─── SOURCE DATA ───

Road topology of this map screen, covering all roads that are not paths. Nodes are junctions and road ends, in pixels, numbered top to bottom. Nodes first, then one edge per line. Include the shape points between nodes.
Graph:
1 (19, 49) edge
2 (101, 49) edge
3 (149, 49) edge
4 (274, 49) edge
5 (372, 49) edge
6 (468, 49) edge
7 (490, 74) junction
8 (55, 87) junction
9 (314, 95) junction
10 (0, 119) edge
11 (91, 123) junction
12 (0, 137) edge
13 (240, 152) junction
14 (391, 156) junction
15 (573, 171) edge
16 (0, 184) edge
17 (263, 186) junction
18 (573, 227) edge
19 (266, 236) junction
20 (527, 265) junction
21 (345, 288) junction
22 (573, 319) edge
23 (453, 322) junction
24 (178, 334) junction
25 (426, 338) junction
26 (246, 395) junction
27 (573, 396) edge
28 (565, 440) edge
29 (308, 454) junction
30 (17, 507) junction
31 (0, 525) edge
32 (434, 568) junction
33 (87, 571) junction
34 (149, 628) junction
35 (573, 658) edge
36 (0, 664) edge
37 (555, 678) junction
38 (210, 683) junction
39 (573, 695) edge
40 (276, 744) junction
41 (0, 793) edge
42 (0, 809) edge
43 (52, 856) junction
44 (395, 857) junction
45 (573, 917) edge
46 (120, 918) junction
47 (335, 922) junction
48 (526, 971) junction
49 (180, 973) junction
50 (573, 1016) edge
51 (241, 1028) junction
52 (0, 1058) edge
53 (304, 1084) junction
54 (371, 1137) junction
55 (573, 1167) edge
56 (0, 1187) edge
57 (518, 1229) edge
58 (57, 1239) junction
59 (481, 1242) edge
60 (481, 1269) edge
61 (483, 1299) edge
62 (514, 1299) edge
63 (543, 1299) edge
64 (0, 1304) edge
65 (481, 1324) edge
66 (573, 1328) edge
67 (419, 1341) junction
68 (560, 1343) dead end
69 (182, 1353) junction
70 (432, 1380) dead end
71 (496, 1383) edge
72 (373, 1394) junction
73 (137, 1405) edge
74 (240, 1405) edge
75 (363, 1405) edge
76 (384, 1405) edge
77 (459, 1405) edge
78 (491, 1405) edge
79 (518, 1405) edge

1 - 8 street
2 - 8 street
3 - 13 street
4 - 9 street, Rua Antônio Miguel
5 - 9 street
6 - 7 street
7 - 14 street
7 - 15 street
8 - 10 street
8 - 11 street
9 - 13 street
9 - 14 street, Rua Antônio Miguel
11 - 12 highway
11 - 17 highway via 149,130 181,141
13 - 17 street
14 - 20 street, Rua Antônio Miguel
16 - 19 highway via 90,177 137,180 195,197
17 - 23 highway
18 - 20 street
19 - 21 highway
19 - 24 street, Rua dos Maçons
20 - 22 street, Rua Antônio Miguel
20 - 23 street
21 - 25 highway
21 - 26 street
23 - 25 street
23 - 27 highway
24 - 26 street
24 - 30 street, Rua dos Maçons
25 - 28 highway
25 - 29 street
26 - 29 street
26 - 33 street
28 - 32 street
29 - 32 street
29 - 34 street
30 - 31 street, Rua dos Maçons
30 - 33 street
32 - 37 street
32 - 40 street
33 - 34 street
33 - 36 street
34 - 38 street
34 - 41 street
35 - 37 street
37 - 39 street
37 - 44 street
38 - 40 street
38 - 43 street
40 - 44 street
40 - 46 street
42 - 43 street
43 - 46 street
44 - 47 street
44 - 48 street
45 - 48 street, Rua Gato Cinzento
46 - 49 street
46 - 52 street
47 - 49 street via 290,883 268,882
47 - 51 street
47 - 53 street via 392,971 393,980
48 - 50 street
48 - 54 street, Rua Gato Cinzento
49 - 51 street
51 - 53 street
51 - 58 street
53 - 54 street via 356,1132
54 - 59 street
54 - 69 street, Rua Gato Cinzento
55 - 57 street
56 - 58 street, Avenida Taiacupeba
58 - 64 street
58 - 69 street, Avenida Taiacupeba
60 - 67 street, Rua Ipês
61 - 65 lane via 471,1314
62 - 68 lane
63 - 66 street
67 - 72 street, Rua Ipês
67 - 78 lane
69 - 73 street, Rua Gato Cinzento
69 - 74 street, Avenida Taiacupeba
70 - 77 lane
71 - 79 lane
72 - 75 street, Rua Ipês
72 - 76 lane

───

• [DIRECTIONS FOR THIS TASK]:
Extract every line from the records above that contains the word "Gato".

• [WRITTEN RESPONSE]:
45 - 48 street, Rua Gato Cinzento
48 - 54 street, Rua Gato Cinzento
54 - 69 street, Rua Gato Cinzento
69 - 73 street, Rua Gato Cinzento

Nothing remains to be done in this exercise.